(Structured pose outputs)

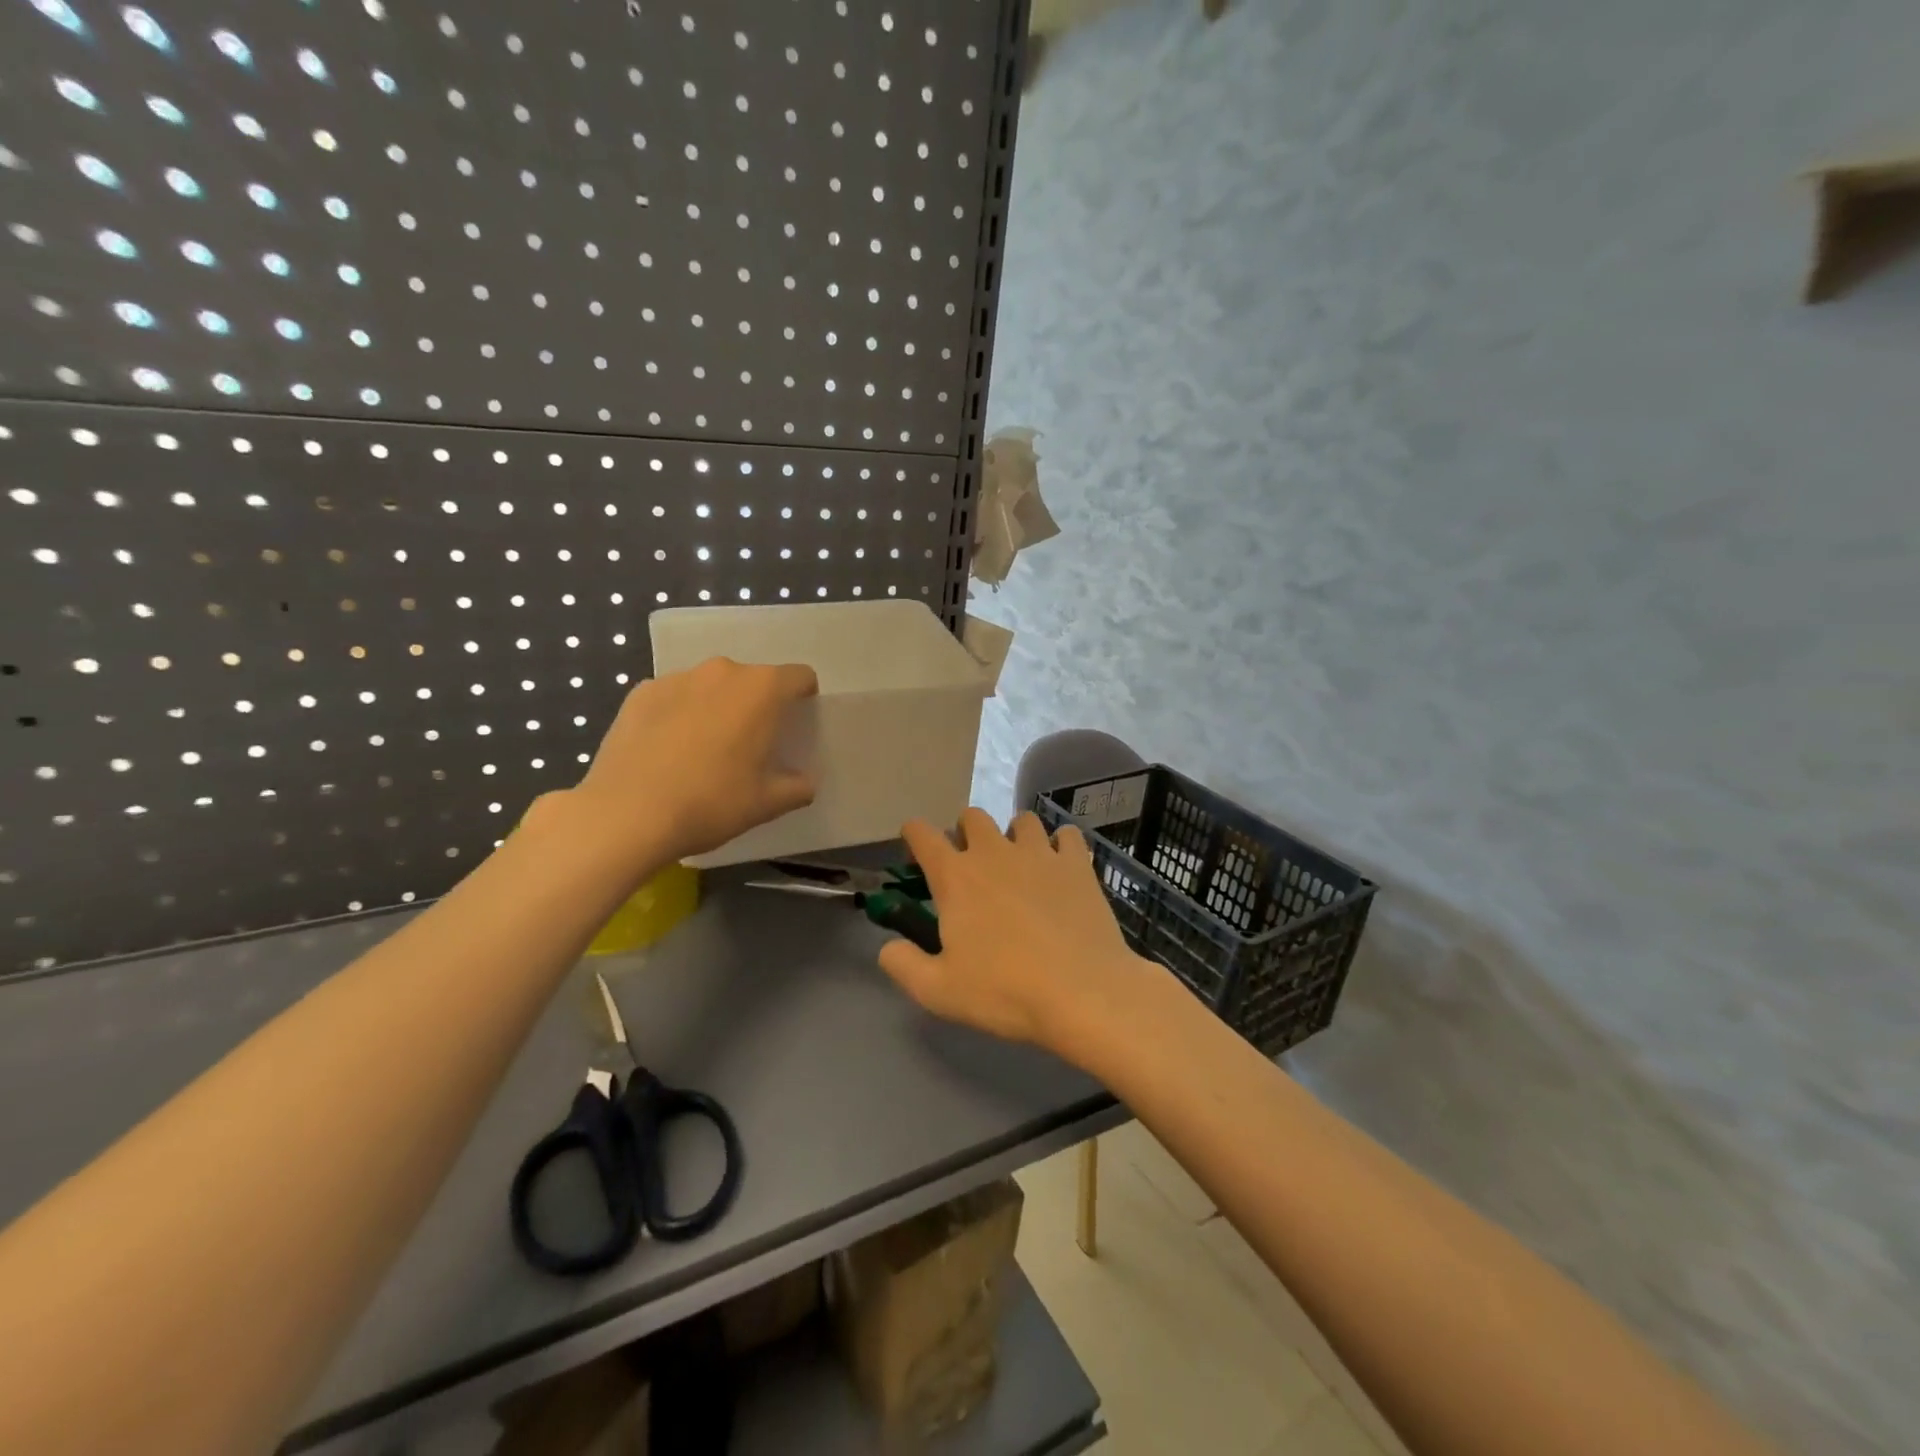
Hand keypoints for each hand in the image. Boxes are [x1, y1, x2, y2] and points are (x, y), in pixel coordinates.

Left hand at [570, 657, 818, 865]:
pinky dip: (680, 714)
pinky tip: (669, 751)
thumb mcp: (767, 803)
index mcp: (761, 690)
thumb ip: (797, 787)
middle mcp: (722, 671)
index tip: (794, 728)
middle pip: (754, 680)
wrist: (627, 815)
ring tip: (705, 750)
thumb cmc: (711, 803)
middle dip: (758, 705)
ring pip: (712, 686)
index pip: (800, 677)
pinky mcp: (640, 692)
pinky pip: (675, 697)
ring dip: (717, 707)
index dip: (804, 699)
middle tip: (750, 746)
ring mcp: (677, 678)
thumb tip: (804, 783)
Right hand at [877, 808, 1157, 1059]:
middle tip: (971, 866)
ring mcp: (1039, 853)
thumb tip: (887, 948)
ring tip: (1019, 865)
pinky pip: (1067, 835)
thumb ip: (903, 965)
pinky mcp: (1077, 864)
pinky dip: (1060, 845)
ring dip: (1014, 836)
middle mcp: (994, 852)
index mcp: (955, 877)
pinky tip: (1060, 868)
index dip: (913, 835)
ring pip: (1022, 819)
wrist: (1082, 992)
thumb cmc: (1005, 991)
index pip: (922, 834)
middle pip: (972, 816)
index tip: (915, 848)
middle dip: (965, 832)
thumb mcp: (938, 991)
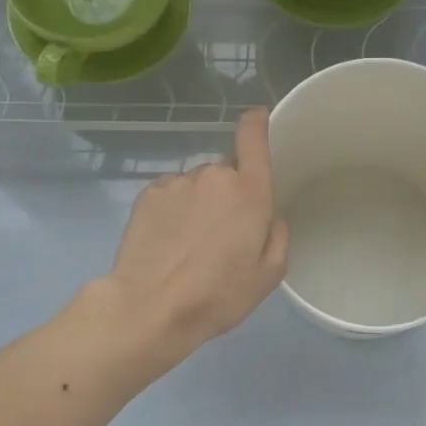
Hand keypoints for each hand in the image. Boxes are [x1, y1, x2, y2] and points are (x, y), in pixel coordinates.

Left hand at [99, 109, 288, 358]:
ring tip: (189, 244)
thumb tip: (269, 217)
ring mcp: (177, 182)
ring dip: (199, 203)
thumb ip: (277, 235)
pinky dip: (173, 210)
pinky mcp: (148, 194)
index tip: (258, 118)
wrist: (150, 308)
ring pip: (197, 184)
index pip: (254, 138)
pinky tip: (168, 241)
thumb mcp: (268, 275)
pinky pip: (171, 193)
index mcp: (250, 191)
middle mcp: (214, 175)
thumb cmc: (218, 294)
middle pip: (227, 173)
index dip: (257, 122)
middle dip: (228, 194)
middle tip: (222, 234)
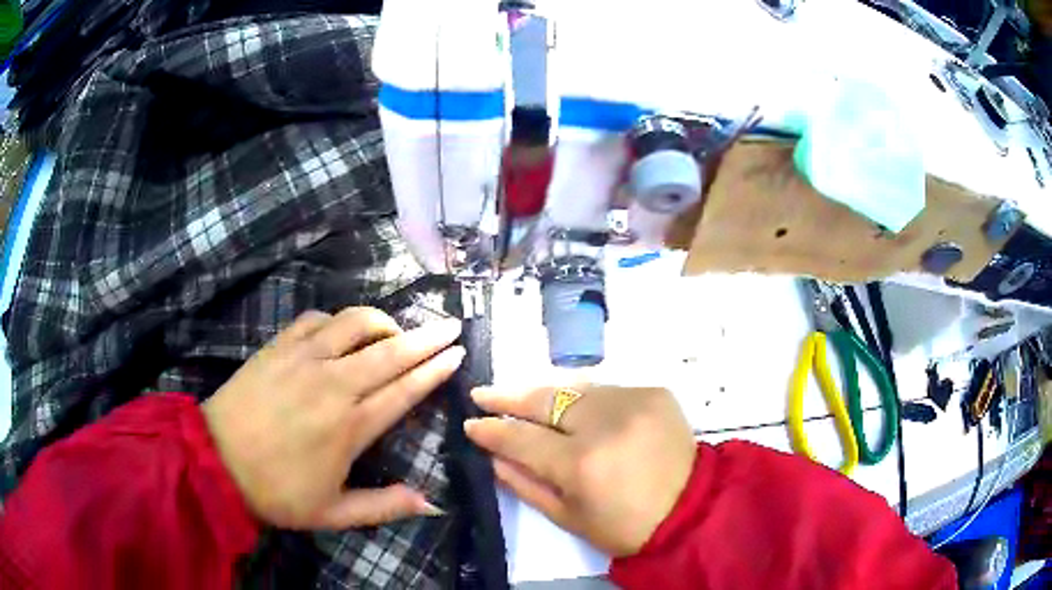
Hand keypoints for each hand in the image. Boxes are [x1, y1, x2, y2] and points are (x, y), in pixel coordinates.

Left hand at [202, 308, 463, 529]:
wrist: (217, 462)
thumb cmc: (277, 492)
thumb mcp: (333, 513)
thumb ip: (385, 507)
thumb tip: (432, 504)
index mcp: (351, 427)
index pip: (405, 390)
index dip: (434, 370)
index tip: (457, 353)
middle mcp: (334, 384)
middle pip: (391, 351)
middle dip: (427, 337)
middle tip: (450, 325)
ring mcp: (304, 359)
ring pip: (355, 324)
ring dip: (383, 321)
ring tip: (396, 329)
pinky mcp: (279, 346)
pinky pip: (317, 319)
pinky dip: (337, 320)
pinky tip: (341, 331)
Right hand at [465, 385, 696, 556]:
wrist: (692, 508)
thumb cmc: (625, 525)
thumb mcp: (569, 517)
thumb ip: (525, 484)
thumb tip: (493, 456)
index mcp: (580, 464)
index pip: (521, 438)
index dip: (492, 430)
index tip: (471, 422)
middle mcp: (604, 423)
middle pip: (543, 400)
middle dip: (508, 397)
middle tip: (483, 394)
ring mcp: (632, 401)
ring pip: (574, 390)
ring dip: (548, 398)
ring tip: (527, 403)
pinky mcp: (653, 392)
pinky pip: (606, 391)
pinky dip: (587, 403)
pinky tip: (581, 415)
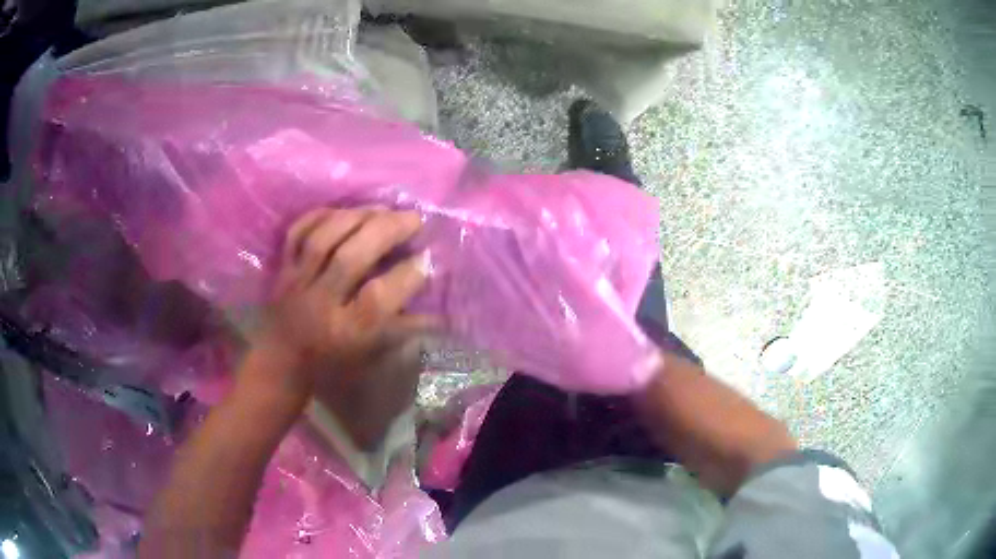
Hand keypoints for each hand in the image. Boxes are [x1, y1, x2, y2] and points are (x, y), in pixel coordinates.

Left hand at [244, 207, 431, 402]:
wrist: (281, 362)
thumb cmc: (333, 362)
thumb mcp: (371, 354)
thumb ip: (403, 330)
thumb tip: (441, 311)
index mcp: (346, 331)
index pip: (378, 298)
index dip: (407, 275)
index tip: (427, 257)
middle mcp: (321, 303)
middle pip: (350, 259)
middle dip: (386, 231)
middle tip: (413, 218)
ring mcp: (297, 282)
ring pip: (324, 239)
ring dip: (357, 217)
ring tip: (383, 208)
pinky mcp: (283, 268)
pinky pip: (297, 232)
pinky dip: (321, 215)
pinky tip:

Problem details ▸
State only how many lines above contain "Left".

Problem solution ▸
4